About us

  • Filing of 1099 forms by Schedule C, E, F, Forms 1065 partnerships and 1120 corporations.

Two New Questions:

I. "Did you make payments in 2011 that would require you to file Form(s) 1099?

J. "If 'Yes' did you or will you file all required Forms 1099?"

Federal penalties have been increased for 2011, in many cases doubled, for failure to file 1099 forms. Penalty provisions are in IRC (Internal Revenue Code) 6721 for failure to file and 6722 for failure to furnish payee statements. If a taxpayer fails to file a 2011 form 1099-MISC before August 1, 2012 the failure to file penalty is $100 per 1099 form and the failure to furnish payee with a copy is $50.

  • Credit for Small Employer Health Insurance Premiums. New Form 8941

Beginning with the 2010 tax year, employers who provide health insurance to employees con potentially obtain a credit for doing so. The credit is authorized by IRC 45R and is claimed on new for 2011 form 8941. Section 45R was part of the Patient Protection and Affordable Care Act of 2010.

To be an eligible small employer for purposes of the 45R credit, the employer must meet these three requirements.

1. The employer paid a uniform percentage of not less than 50% of the premium cost of each enrolled employee's health insurance.

2. The employer had fewer than 25 full-time equivalent employees. The FTE is based on 2,080 hours of compensation per year. An employer could have more than 25 employees so long as the FTE is not more than 25.

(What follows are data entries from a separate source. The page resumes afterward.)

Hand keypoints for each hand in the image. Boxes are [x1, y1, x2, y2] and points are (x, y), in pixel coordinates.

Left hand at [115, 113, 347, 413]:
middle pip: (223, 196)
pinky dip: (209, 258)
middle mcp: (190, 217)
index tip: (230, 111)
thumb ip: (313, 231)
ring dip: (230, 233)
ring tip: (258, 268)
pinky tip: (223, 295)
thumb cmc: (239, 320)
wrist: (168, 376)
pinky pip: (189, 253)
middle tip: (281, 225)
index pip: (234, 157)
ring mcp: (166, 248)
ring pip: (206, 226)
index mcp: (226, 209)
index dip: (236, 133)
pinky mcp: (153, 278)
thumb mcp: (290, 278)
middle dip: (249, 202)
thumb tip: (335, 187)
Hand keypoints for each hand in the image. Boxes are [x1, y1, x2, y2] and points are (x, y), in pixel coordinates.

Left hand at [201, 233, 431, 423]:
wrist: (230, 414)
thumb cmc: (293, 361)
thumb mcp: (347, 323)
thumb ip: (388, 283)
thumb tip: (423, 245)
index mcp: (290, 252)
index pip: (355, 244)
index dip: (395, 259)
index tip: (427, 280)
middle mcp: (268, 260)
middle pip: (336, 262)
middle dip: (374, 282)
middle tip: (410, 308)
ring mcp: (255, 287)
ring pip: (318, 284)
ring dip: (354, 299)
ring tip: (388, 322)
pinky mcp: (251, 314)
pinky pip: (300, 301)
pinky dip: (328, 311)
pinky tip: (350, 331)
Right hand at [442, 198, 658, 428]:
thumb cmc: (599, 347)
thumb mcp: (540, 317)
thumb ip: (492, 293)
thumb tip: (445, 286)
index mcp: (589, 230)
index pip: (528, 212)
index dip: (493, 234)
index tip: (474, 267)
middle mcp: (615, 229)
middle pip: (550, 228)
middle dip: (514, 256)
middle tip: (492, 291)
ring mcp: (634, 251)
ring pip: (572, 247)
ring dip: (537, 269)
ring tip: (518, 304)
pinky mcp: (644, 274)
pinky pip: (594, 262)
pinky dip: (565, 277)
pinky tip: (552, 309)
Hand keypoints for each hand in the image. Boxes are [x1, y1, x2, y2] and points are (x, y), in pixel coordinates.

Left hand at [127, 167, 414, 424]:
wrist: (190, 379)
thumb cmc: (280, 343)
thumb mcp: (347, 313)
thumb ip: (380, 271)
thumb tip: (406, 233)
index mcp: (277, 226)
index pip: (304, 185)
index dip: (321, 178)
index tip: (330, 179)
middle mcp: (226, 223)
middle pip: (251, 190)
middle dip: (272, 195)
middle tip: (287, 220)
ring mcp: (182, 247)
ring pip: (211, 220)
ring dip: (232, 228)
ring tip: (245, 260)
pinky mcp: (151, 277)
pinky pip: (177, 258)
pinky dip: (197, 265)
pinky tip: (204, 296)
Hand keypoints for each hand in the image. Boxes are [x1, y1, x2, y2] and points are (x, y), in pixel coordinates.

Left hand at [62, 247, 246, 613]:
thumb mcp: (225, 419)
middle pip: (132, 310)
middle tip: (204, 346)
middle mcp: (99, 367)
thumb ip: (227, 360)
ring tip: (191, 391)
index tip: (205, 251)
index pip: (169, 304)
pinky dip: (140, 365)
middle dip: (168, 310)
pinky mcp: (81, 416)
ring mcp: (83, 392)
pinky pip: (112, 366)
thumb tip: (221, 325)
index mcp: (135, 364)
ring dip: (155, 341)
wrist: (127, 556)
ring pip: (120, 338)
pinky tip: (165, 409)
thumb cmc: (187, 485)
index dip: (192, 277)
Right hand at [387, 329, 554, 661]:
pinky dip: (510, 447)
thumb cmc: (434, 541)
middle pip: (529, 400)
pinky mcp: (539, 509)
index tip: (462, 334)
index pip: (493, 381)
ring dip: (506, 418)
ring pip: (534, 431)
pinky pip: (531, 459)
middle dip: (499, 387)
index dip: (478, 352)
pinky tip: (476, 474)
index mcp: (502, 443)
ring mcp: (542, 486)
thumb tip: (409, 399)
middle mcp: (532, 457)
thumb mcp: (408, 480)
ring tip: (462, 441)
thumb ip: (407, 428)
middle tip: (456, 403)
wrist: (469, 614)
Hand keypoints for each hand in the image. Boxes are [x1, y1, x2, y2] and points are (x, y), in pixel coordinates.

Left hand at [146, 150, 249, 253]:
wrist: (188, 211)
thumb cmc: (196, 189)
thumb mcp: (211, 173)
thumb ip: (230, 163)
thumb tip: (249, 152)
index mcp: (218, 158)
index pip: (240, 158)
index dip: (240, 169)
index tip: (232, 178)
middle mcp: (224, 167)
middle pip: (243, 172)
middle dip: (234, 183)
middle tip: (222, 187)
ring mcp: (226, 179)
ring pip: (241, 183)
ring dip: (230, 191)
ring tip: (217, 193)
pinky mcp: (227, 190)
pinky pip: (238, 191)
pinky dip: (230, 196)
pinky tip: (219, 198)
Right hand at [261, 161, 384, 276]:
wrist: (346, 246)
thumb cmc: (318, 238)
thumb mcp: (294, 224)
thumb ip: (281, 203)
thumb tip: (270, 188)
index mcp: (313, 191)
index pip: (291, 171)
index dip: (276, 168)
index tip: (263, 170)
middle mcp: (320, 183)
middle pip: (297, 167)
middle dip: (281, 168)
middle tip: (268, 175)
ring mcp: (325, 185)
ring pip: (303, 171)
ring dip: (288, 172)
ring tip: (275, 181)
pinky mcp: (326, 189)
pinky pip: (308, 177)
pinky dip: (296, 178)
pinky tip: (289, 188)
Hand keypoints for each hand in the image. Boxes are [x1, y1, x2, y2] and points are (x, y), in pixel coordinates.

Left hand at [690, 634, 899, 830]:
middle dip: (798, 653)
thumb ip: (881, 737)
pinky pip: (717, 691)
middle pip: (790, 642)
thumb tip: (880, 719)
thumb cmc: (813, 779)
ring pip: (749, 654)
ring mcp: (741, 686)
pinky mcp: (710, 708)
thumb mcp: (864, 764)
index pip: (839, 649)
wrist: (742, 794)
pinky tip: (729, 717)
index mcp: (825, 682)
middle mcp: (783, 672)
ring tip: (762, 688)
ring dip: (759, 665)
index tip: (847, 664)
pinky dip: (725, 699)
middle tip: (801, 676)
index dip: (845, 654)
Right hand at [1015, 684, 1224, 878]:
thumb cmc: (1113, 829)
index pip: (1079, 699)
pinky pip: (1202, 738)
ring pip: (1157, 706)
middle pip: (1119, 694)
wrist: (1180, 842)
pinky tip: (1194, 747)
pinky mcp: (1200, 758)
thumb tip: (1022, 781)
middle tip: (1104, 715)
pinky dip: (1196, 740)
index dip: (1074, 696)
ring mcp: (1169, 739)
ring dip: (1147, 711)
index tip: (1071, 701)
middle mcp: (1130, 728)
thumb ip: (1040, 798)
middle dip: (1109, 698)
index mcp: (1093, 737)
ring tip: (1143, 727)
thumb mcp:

3. Average annual wages was less than $50,000 per FTE.

  • 2011 Standard Business Mileage Rates

Standard business mileage rates are 51 cents per mile for business driven from January 1, 2011 through June 30, 2011 and 55.5 cents for business miles driven between July 1, 2011 and December 31, 2011.

Please provide your written mileage log at your appointment.

  • Hobby Loss Rules

Do you have a hobby? Check with us after reviewing the Facts and Circumstances Test.

Factors below are not intended to be an exclusive list and should be considered together to determine if a profit motive exists. (Reg. 1.183-2(b))

1. The manner in which taxpayer carries on the activity.

2. The expertise of taxpayer and advisors.

3. Time and effort spent by taxpayer in carrying on the activity.

4. The expectation that assets used may appreciate in value.

5. Taxpayer's success in other similar or dissimilar activities.

6. Taxpayer's history of income/loss with respect to the activity.

7. Amount of occasional profits, if any.

8. Financial status of taxpayer.

9. Elements of personal pleasure or recreation.